Northern Ireland’s economic prospects look favourable for the first time in many years, with Northern Ireland Centre for Economic Policy forecasting 2.8% growth and 13,600 net new jobs this year (2014) and 2.9% growth and a further 9,600 net new jobs in 2015.
These economic numbers will also support a continued increase in house prices which are forecast to rise by 6.7% this year and a healthy 8.5% next year.
Gareth Hetherington, Associate Director at Northern Ireland Centre for Economic Policy said: “The Northern Ireland economy enjoyed a welcome change of direction last year and the prospects for the remainder of 2014 and into 2015 are positive.
“The number of people in employment accelerated in the last nine months and this is forecast to continue throughout this year.
“Home owners are also likely to enjoy rising property prices and we can say with confidence that the property market has finally turned the corner.”
But is the recovery built on sand?
The recovery to date has been very reliant on the consumer.
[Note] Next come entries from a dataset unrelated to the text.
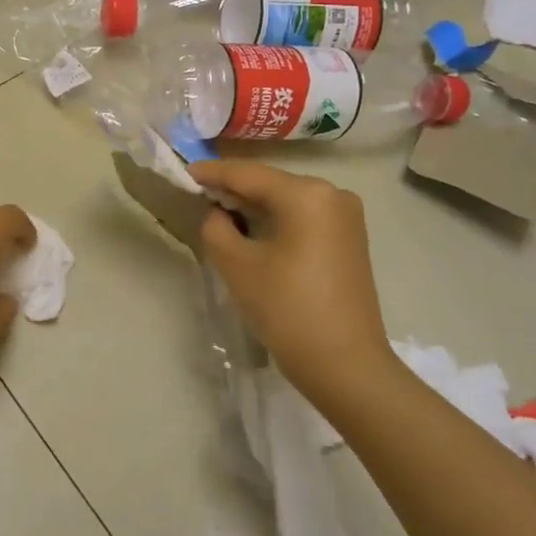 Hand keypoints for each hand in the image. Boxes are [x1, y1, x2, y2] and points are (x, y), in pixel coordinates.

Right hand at [190, 160, 393, 393]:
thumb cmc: (287, 309)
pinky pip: (303, 217)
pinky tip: (252, 227)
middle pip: (271, 184)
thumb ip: (216, 227)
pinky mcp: (350, 239)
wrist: (345, 364)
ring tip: (219, 208)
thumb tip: (218, 214)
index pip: (248, 175)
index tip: (185, 171)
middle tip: (199, 190)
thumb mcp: (237, 265)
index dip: (213, 173)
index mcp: (306, 195)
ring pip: (287, 200)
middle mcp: (332, 194)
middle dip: (235, 188)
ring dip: (255, 205)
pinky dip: (276, 219)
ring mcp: (346, 217) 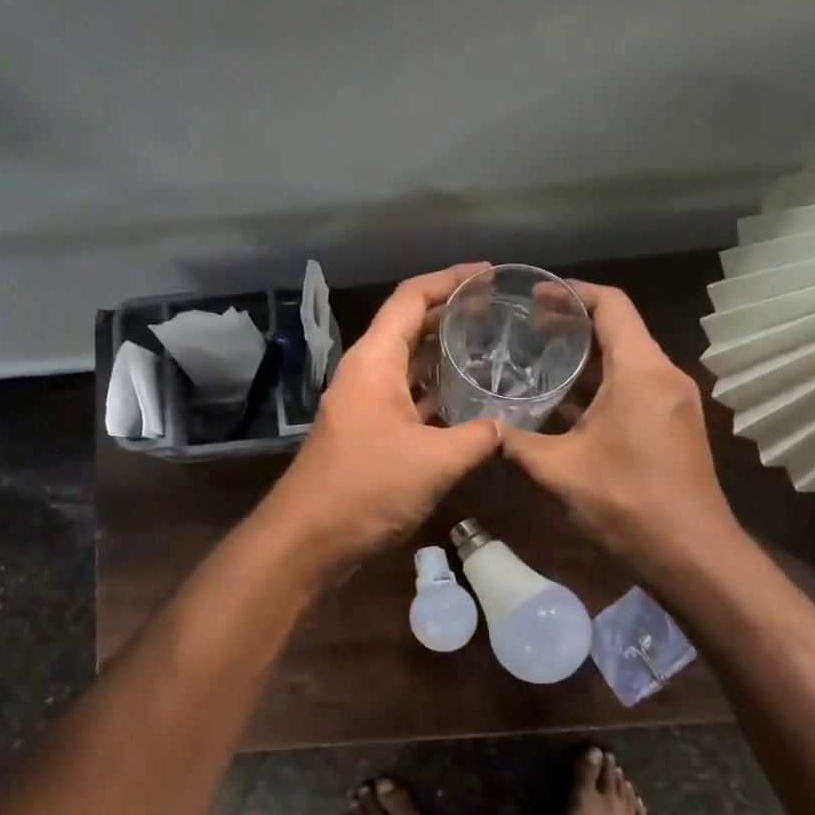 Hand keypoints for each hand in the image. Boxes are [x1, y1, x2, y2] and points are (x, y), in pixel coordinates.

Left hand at [259, 265, 501, 576]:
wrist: (308, 540)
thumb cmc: (367, 488)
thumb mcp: (435, 461)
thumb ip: (478, 437)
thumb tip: (505, 427)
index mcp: (374, 361)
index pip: (410, 298)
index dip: (450, 279)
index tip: (489, 274)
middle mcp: (365, 373)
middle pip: (408, 326)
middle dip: (450, 314)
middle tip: (497, 311)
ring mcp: (363, 404)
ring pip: (407, 365)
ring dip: (442, 354)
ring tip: (489, 348)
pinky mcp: (366, 433)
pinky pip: (405, 397)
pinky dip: (433, 392)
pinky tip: (465, 402)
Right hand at [501, 281, 740, 578]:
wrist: (692, 555)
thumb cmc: (627, 503)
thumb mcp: (559, 471)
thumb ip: (515, 444)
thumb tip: (480, 431)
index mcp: (641, 371)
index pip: (610, 304)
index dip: (571, 292)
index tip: (533, 295)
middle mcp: (664, 375)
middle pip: (620, 328)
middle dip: (573, 324)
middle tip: (524, 329)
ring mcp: (674, 401)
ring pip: (627, 360)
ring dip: (586, 358)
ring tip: (537, 361)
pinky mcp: (674, 424)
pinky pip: (635, 386)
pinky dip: (601, 385)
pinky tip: (565, 404)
The business investment and export led recovery evident in economies such as Germany has not materialised in the UK.
With interest rate rises putting pressure on the consumer and Government austerity here for the long term, this recovery will be short-lived without accelerated growth in the business sector and improved trade performance.
This means there is no time for complacency in policy making circles and measures to support enterprise, reduce business costs and attract Foreign Direct Investment are vital for a sustained recovery.
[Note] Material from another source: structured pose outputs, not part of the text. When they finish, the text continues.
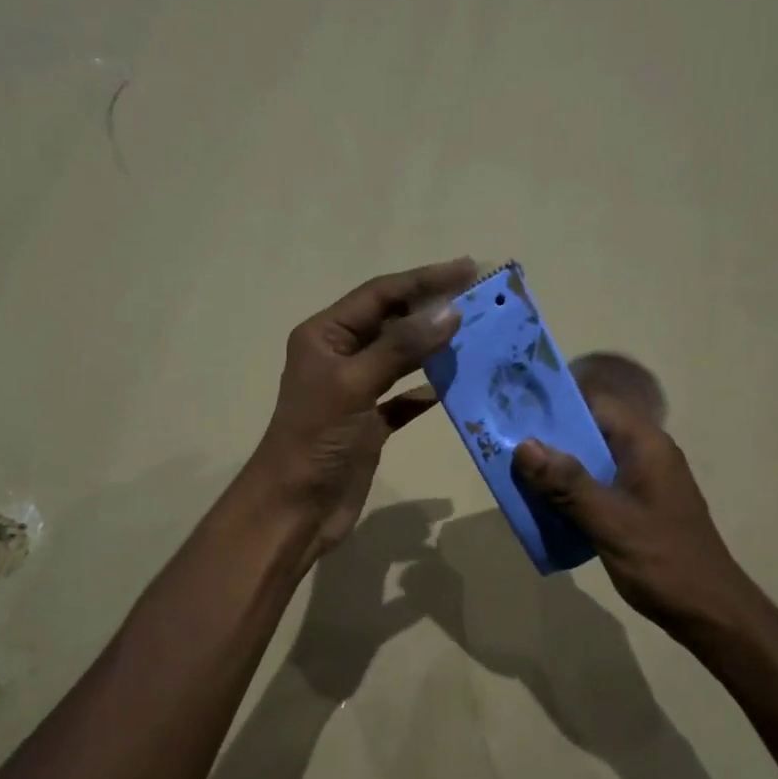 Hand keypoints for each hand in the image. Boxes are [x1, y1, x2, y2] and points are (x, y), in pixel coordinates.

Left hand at [248, 258, 475, 559]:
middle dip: (432, 309)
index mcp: (324, 336)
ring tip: (477, 335)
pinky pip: (404, 399)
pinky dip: (426, 392)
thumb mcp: (354, 386)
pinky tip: (454, 386)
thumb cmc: (316, 441)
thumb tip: (449, 311)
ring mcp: (355, 392)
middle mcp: (339, 357)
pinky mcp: (369, 425)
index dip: (424, 280)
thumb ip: (400, 348)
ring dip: (434, 347)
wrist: (295, 509)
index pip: (380, 295)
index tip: (470, 269)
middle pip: (392, 322)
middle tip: (482, 300)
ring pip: (401, 358)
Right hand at [512, 394, 742, 639]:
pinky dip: (571, 495)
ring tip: (514, 478)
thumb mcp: (609, 521)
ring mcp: (643, 483)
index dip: (557, 405)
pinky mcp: (637, 509)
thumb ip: (567, 483)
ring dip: (556, 471)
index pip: (597, 405)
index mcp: (646, 446)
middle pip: (591, 432)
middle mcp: (646, 456)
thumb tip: (524, 446)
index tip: (515, 413)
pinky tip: (543, 509)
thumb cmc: (663, 561)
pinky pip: (597, 489)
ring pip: (591, 463)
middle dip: (549, 441)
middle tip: (503, 448)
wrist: (708, 611) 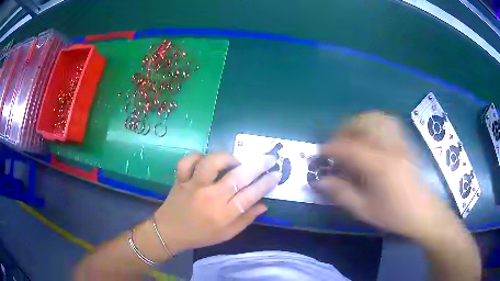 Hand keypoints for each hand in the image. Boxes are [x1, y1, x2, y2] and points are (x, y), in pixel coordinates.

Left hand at [153, 152, 280, 254]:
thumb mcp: (227, 234)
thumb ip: (246, 219)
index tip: (276, 173)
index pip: (251, 195)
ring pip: (211, 163)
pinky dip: (197, 157)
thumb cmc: (200, 235)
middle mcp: (210, 197)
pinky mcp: (180, 179)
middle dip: (258, 165)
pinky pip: (187, 161)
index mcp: (223, 214)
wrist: (169, 232)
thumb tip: (264, 204)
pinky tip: (204, 161)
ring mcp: (193, 186)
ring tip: (235, 162)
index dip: (266, 183)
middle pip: (237, 177)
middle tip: (270, 158)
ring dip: (227, 158)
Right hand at [316, 111, 460, 239]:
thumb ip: (342, 193)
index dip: (331, 147)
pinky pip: (388, 122)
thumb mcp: (365, 210)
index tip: (320, 153)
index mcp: (378, 166)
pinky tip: (371, 136)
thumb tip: (320, 181)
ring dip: (359, 123)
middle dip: (344, 129)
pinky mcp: (406, 142)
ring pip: (376, 118)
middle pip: (363, 123)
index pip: (349, 147)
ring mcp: (400, 142)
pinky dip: (374, 122)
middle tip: (337, 145)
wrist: (424, 212)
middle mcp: (389, 147)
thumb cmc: (395, 214)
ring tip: (352, 137)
Gareth Hetherington said: “It may seem churlish to be warning of longer term risks just as an improved economic forecast is being made for 2014, but with potential economic challenges already visible on the horizon, there is a lot of hard work ahead for Government if this recovery is not to run out of steam.”
Time for an honest debate – our fiscal deficit demands it
The fiscal deficit represents the amount by which Government spending exceeds revenues from taxation in any given year. Recently published data has allowed Northern Ireland Centre for Economic Policyto estimate the Northern Ireland fiscal deficit for 2012/13 at approximately £9.4 billion, that’s over £5,000 for every person in Northern Ireland.
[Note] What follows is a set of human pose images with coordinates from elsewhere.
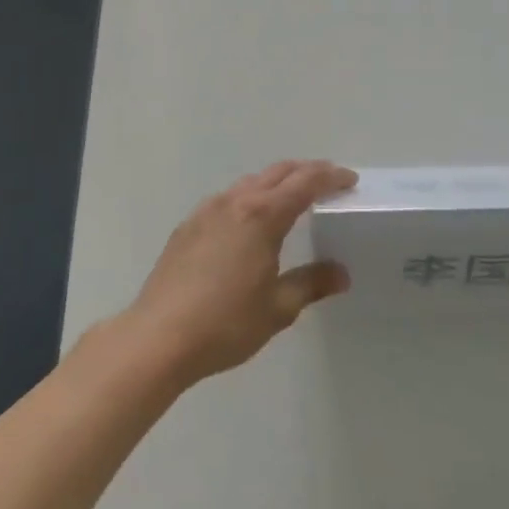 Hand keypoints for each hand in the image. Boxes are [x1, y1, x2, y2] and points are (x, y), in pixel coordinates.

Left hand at [118, 160, 355, 388]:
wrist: (158, 337)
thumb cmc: (226, 323)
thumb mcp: (278, 308)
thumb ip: (310, 283)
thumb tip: (340, 274)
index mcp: (263, 215)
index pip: (305, 182)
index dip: (330, 177)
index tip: (349, 180)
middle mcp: (236, 201)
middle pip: (278, 172)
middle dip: (306, 172)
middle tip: (328, 183)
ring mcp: (207, 210)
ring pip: (250, 182)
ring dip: (276, 183)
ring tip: (292, 199)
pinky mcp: (188, 226)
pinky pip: (228, 199)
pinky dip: (249, 198)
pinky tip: (249, 223)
Gareth Hetherington said: “Although we are not required to re-pay this annual deficit, it is a vulnerable position for Northern Ireland to be so reliant on other parts of the UK to fund our standard of living to this extent.
“This information puts in stark context the need for an honest debate about the structure of our economy, how we increase our tax base by growing the private sector and how we deliver and pay for public services.”